Yıllardır körüklenmeye çalışılan sözde Şii-Sünni düşmanlığı her geçen gün dünyanın kutuplaşması ekseninde ısıltılıp ısıtılıp yeniden önümüze konuyor. Medyatik hocaların da desteğiyle huzursuzluk ortamı ve din kardeşlerinin savaşı için kıvılcımlar oluşturuluyor. Oysaki, Prof. Dr. Haydar Baş Bey, Sünni ve Şiilerin iman esaslarını tek tek okuyarak "itikadi olarak bir farkın olmadığını" eserlerinde, köşe yazılarında, uluslararası ve yerel Ehl-i Beyt Sempozyumları ve TV programlarında defalarca kez ortaya koymuştur. Tüm Müslümanları gönüllere çaldığı birlik mayasıyla ortak paydamız olan Ehl-i Beyt'te buluşmaya davet etmiştir. Çıkarılmaya çalışılan fitnelerin önüne geçmiş ve Şii-Sünni kavgasına meydan vermemek için bu mücadelesi sürmektedir.

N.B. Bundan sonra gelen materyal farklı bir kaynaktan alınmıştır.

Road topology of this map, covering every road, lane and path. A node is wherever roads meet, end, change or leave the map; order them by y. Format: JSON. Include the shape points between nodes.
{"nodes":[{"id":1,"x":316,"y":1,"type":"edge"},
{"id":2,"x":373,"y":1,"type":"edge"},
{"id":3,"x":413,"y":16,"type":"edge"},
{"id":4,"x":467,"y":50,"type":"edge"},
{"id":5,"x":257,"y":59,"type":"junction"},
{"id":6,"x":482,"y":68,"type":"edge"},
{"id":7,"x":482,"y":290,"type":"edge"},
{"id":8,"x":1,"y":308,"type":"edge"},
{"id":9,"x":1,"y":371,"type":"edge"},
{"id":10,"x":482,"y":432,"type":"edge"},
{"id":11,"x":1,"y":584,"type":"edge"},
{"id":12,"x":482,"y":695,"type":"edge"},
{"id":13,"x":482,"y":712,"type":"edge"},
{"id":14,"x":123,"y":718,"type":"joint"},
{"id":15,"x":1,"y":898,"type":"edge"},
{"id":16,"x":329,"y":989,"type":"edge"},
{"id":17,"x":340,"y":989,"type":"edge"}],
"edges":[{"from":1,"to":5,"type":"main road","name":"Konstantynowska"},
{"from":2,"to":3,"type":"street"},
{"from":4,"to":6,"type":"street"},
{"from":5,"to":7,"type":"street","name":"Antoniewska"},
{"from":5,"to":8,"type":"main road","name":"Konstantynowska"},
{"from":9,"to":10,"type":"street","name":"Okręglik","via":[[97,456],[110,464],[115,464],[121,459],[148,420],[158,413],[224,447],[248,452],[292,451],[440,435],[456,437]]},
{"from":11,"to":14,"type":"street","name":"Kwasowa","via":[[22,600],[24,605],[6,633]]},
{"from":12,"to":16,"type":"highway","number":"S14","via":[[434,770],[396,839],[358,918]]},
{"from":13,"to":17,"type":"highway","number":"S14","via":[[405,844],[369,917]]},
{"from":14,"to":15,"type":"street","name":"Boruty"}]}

Bu konuda bizlere gösterdiği en önemli gerçeklerden biri de Ehl-i Sünnet mezhep imamlarının Ehl-i Beyt ve onların soyundan gelen velayet imamları hakkındaki görüşleri, onlara duydukları saygı ve sevgi ve hatta bazılarının O'nlardan ilim tahsil ettikleridir.
Ehl-i Sünnet imamlarımızın Ehl-i Beyt hakkındaki görüşlerine yine Ehli Sünnet kaynaklarından birkaç örnekle açıklamaya çalışalım:
Hanefi mezhebinin kurucusu İmam Ebu Hanife, İmamların altıncısı Sadık ünvanlı İmam Ca'fer için şöyle diyor: "İki yıl İmam Ca'fer Sadık'tan ders almasaydım helak olurdum." (Nebras, s.519).
Ebu Hanife, Zeyd b. Ali b. Hüseyin'in kıyamına mal varlığıyla destek oldu. (Dairetü'l-Meairif-i İslami, c.5, s.386).
Yine başka bir eserde bu olay şöyle ifade ediliyor: "İmam Ebu Hanife, Abbasi halifelerinden Mansur döneminde Zeyd'in kıyamına katılma fetvası yayınlayarak, kendi şahsına ait malıyla destekte bulundu. Bunun neticesinde Halife Mansur'un gazabına uğradı, tutuklanarak zindana atıldı ve orada zehirletilerek şehit edildi." (Risalet-u Tagrib, sayı: 3). Görüldüğü gibi Hanefi mezhebinin imamı, Hz. Hüseyin Efendimizin torunu Zeyd'e yardım ettiği için hem malını ve hem de canını vermişti.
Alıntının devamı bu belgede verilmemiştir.